Good. They should be.
Personally, I'm not interested in the good faith defense. Torture is against U.S. law, against international law, contrary to multiple treaties that bind the U.S., morally repugnant and, to boot, an extremely unreliable method of interrogation. For decades the U.S. has condemned the use of torture by any other state; heck, the U.S. has prosecuted people as war criminals for torturing prisoners. And yet, we are supposed to believe that, desperate to prevent another 9/11, the national security apparatus turned to torture as a way to protect us because it was something they thought might work.
I almost don't know whether to be flabbergasted by the idiocy of it all or just disgusted.
It's hard to imagine the thought processes that led to this conclusion.

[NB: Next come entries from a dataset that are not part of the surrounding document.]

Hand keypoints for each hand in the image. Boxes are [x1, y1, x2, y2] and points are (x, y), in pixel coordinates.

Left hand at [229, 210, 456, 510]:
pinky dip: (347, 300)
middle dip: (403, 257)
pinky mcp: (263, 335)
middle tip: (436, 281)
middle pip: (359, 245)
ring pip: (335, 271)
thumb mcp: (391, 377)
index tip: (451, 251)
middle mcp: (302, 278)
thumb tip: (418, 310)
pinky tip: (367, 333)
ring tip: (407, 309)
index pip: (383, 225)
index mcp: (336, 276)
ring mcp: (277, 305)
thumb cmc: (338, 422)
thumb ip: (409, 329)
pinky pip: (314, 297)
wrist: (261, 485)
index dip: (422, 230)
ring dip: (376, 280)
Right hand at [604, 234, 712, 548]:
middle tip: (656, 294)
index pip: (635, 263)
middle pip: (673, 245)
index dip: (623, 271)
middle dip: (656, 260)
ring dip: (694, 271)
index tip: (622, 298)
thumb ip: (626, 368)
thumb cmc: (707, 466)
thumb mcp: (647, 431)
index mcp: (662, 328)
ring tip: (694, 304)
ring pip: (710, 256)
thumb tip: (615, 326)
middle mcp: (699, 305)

Were they convinced that torture works by watching 24 and James Bond movies? Did they imagine that other countries, once they found out, would say "well, they really were threatened" and give us a pass (as if every other torturer doesn't say the same thing)? Did they have some idea that it never would come out, so it was okay? Did they think that all the lawyers were wimps? Or did they just want to do something - anything - but didn't have any good ideas?
Honestly, I think it may have been that they didn't have any clue what to do. I find in my profession that a lot of people who do sloppy work try to get away with acting on their first impulses, brushing away valid objections because they don't want to deal with the hard effort involved in coming up with a better answer. After 7-1/2 years of the Bush Administration, I'm beginning to think that's how they operate.
It's not just this issue, of course: you can point to Katrina, the hideous follow-up both the Afghanistan and Iraq invasions and even the U.S. Attorney scandal, which happened in part because Alberto Gonzales couldn't be bothered to get his story straight. But this has to take the prize. The Administration shredded a hundred years of moral authority and ignored well-known legal requirements just because it couldn't be bothered to develop a real intelligence program that would have protected us far better than torturing a bunch of criminals and other people they didn't like.
Come to think of it, I'm both disgusted and flabbergasted. There's no reason to settle for just one.